Author : Pavelle Wesser

“I’m through with you, Taylor,” Geena said as she stomped down the street. She looked beside her; he wasn’t there. She turned to see he had fallen behind: “Taylor, did you hear me?”

He stared through her: “I want not your identity.”

“What is that supposed to mean?”

The afternoon light cast a strange glow over his features: “I know not yet your world.”

“Man, you are weird.”

With that, Geena turned and left.

Taylor continued walking into the darkness. When the street lights went out, he entered a hotel.

“Our cheapest room is more than you can afford.” The check-in clerk stared meaningfully at his shabby clothes.

Taylor placed a wad of cash on the counter.

“Well then,” The clerk smiled, “I’ll have Jen take you up.”

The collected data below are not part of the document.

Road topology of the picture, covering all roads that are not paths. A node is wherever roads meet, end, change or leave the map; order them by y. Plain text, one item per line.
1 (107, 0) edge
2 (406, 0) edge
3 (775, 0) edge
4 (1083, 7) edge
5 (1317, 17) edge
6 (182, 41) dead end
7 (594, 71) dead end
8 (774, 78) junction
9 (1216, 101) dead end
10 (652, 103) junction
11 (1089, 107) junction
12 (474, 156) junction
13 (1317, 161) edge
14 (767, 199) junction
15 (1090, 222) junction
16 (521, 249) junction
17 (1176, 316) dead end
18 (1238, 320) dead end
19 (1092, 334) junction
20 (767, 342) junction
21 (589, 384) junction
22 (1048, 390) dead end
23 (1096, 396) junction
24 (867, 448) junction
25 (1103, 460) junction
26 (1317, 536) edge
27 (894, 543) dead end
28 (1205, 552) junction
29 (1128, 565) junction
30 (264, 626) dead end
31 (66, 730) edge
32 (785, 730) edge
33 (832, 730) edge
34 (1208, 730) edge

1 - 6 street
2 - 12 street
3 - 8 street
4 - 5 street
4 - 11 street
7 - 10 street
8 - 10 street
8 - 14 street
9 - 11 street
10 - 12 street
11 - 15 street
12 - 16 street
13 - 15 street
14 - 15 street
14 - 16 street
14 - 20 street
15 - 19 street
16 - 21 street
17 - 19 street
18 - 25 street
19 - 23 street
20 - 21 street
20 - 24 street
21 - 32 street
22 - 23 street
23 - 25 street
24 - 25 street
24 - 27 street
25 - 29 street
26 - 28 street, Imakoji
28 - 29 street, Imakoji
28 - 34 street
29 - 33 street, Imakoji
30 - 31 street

“Follow me.” A pretty blonde led him down a hallway and opened his room door. He pushed her inside and pinned her against the wall.

“I need now your identity,” he said.

“Get off me, you freak.” It was the last thing she ever said.


Jen, normally upbeat, now approached guests stiffly, as though stricken with arthritis.

“Hello,” she addressed a man in her new robotic voice, “Follow me.”

She walked woodenly down the hallway and opened a door: “This being your room.”

“Why so formal?” the man squeezed her buttocks. “Don’t you know what a man wants from a woman?”

“I wanted nothing from my girlfriend,” said Taylor, his memory sensors picking up on a specimen titled Geena, who had been relegated to the ‘failed missions’ file.

“Girlfriend?” The man breathed heavily down her neck. “I bet you never had a guy before.”

“No, but I will add your identity to my database.” Taylor stated flatly.

“Man, you are a kook.” It was the last thing he ever said.


Taylor roamed the streets. A man with dark eyes and white teeth jabbed a knife into his side: “Gimme’ your cash.”

Taylor’s empty eyes stared at him: “I am needing your identity,” he said.

“I don’t remember giving you that option,” said the man.

“Your memory is fallible and my options are unlimited,” replied Taylor, as he gripped the knife’s handle and absorbed the man. He swaggered down the streets, then, for the first time getting into the groove of human emotive complexities.

“Gimme’ your money!” He brandished the knife at a woman.

She gasped: “You look like my ex-husband. Take all that I have.” She shoved her purse at him.

“Geena?!” Taylor added inflection to his voice pattern. “Long last have I learned what a man wants from a…” As he reached out for her, she screamed and ran.

Taylor smiled. The sensation tickled his nerve sensors, which whispered to him of coming missions with successful outcomes.